*** Opening of Data excerpts ***
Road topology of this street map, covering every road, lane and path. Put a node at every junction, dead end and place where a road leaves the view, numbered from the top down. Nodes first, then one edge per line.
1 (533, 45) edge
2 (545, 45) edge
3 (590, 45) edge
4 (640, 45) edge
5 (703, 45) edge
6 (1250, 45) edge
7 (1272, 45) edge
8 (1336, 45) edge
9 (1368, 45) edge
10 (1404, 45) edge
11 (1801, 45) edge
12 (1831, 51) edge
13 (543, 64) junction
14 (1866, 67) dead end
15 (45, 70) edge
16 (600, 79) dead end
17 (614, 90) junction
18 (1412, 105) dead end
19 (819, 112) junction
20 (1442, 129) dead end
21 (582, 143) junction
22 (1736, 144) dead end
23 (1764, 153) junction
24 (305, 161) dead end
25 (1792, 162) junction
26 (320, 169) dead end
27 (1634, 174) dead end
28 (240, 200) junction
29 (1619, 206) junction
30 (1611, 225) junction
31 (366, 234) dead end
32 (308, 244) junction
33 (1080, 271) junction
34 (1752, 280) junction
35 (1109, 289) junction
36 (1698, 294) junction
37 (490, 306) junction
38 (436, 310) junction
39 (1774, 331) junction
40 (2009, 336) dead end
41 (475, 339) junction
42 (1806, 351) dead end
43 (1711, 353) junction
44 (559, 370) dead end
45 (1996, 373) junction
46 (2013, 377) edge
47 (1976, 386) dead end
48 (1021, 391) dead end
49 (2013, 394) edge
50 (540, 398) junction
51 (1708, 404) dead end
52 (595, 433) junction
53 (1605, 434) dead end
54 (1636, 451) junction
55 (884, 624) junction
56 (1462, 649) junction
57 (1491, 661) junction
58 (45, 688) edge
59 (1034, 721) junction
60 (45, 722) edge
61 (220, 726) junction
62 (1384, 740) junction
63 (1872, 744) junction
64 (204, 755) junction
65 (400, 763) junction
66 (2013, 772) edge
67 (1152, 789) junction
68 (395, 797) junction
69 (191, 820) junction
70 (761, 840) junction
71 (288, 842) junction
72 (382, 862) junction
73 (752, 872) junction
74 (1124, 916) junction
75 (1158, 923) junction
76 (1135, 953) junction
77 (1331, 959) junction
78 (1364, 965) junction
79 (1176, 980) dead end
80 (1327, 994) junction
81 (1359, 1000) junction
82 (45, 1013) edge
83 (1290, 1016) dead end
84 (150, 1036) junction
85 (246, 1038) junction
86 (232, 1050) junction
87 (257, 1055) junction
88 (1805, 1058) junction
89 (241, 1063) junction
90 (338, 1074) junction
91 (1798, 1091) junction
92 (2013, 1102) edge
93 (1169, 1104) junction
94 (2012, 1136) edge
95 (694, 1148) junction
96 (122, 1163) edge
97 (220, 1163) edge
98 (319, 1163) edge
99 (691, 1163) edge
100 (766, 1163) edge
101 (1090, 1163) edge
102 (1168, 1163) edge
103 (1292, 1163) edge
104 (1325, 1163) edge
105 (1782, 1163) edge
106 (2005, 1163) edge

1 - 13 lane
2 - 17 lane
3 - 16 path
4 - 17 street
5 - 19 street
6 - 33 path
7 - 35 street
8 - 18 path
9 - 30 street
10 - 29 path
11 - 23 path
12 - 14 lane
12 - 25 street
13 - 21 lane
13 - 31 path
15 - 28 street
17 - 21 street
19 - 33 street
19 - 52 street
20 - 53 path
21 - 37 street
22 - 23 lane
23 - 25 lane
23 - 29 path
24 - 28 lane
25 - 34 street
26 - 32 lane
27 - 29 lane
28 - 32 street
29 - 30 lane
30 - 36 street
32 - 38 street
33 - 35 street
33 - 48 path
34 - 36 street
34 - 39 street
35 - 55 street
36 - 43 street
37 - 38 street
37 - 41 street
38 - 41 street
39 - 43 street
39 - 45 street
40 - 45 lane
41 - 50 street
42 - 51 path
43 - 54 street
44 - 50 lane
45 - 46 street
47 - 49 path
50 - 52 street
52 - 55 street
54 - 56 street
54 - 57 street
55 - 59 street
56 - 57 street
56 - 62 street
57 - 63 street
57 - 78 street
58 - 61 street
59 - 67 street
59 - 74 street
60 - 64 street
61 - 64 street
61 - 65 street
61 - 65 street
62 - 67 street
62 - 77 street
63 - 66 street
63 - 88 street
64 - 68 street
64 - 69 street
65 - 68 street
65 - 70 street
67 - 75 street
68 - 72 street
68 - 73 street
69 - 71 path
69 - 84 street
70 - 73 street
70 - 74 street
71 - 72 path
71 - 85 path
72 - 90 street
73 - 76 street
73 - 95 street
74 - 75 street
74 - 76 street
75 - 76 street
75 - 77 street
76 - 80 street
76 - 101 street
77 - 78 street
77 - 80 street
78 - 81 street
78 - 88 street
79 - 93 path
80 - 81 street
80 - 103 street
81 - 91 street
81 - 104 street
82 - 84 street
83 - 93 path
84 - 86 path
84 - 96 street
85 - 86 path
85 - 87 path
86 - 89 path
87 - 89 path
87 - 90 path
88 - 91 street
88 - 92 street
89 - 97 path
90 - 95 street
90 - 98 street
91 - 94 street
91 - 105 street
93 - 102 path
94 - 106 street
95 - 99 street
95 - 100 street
*** Close of Data excerpts ***
What you have to do: Would you transcribe the entire listing above without any deviation?

Result of the task:
Road topology of this street map, covering every road, lane and path. Put a node at every junction, dead end and place where a road leaves the view, numbered from the top down. Nodes first, then one edge per line.
1 (533, 45) edge
2 (545, 45) edge
3 (590, 45) edge
4 (640, 45) edge
5 (703, 45) edge
6 (1250, 45) edge
7 (1272, 45) edge
8 (1336, 45) edge
9 (1368, 45) edge
10 (1404, 45) edge
11 (1801, 45) edge
12 (1831, 51) edge
13 (543, 64) junction
14 (1866, 67) dead end
15 (45, 70) edge
16 (600, 79) dead end
17 (614, 90) junction
18 (1412, 105) dead end
19 (819, 112) junction
20 (1442, 129) dead end
21 (582, 143) junction
22 (1736, 144) dead end
23 (1764, 153) junction
24 (305, 161) dead end
25 (1792, 162) junction
26 (320, 169) dead end
27 (1634, 174) dead end
28 (240, 200) junction
29 (1619, 206) junction
30 (1611, 225) junction
31 (366, 234) dead end
32 (308, 244) junction
33 (1080, 271) junction
34 (1752, 280) junction
35 (1109, 289) junction
36 (1698, 294) junction
37 (490, 306) junction
38 (436, 310) junction
39 (1774, 331) junction
40 (2009, 336) dead end
41 (475, 339) junction
42 (1806, 351) dead end
43 (1711, 353) junction
44 (559, 370) dead end
45 (1996, 373) junction
46 (2013, 377) edge
47 (1976, 386) dead end
48 (1021, 391) dead end
49 (2013, 394) edge
50 (540, 398) junction
51 (1708, 404) dead end
52 (595, 433) junction
53 (1605, 434) dead end
54 (1636, 451) junction
55 (884, 624) junction
56 (1462, 649) junction
57 (1491, 661) junction
58 (45, 688) edge
59 (1034, 721) junction
60 (45, 722) edge
61 (220, 726) junction
62 (1384, 740) junction
63 (1872, 744) junction
64 (204, 755) junction
65 (400, 763) junction
66 (2013, 772) edge
67 (1152, 789) junction
68 (395, 797) junction
69 (191, 820) junction
70 (761, 840) junction
71 (288, 842) junction
72 (382, 862) junction
73 (752, 872) junction
74 (1124, 916) junction
75 (1158, 923) junction
76 (1135, 953) junction
77 (1331, 959) junction
78 (1364, 965) junction
79 (1176, 980) dead end
80 (1327, 994) junction
81 (1359, 1000) junction
82 (45, 1013) edge
83 (1290, 1016) dead end
84 (150, 1036) junction
85 (246, 1038) junction
86 (232, 1050) junction
87 (257, 1055) junction
88 (1805, 1058) junction
89 (241, 1063) junction
90 (338, 1074) junction
91 (1798, 1091) junction
92 (2013, 1102) edge
93 (1169, 1104) junction
94 (2012, 1136) edge
95 (694, 1148) junction
96 (122, 1163) edge
97 (220, 1163) edge
98 (319, 1163) edge
99 (691, 1163) edge
100 (766, 1163) edge
101 (1090, 1163) edge
102 (1168, 1163) edge
103 (1292, 1163) edge
104 (1325, 1163) edge
105 (1782, 1163) edge
106 (2005, 1163) edge

1 - 13 lane
2 - 17 lane
3 - 16 path
4 - 17 street
5 - 19 street
6 - 33 path
7 - 35 street
8 - 18 path
9 - 30 street
10 - 29 path
11 - 23 path
12 - 14 lane
12 - 25 street
13 - 21 lane
13 - 31 path
15 - 28 street
17 - 21 street
19 - 33 street
19 - 52 street
20 - 53 path
21 - 37 street
22 - 23 lane
23 - 25 lane
23 - 29 path
24 - 28 lane
25 - 34 street
26 - 32 lane
27 - 29 lane
28 - 32 street
29 - 30 lane
30 - 36 street
32 - 38 street
33 - 35 street
33 - 48 path
34 - 36 street
34 - 39 street
35 - 55 street
36 - 43 street
37 - 38 street
37 - 41 street
38 - 41 street
39 - 43 street
39 - 45 street
40 - 45 lane
41 - 50 street
42 - 51 path
43 - 54 street
44 - 50 lane
45 - 46 street
47 - 49 path
50 - 52 street
52 - 55 street
54 - 56 street
54 - 57 street
55 - 59 street
56 - 57 street
56 - 62 street
57 - 63 street
57 - 78 street
58 - 61 street
59 - 67 street
59 - 74 street
60 - 64 street
61 - 64 street
61 - 65 street
61 - 65 street
62 - 67 street
62 - 77 street
63 - 66 street
63 - 88 street
64 - 68 street
64 - 69 street
65 - 68 street
65 - 70 street
67 - 75 street
68 - 72 street
68 - 73 street
69 - 71 path
69 - 84 street
70 - 73 street
70 - 74 street
71 - 72 path
71 - 85 path
72 - 90 street
73 - 76 street
73 - 95 street
74 - 75 street
74 - 76 street
75 - 76 street
75 - 77 street
76 - 80 street
76 - 101 street
77 - 78 street
77 - 80 street
78 - 81 street
78 - 88 street
79 - 93 path
80 - 81 street
80 - 103 street
81 - 91 street
81 - 104 street
82 - 84 street
83 - 93 path
84 - 86 path
84 - 96 street
85 - 86 path
85 - 87 path
86 - 89 path
87 - 89 path
87 - 90 path
88 - 91 street
88 - 92 street
89 - 97 path
90 - 95 street
90 - 98 street
91 - 94 street
91 - 105 street
93 - 102 path
94 - 106 street
95 - 99 street
95 - 100 street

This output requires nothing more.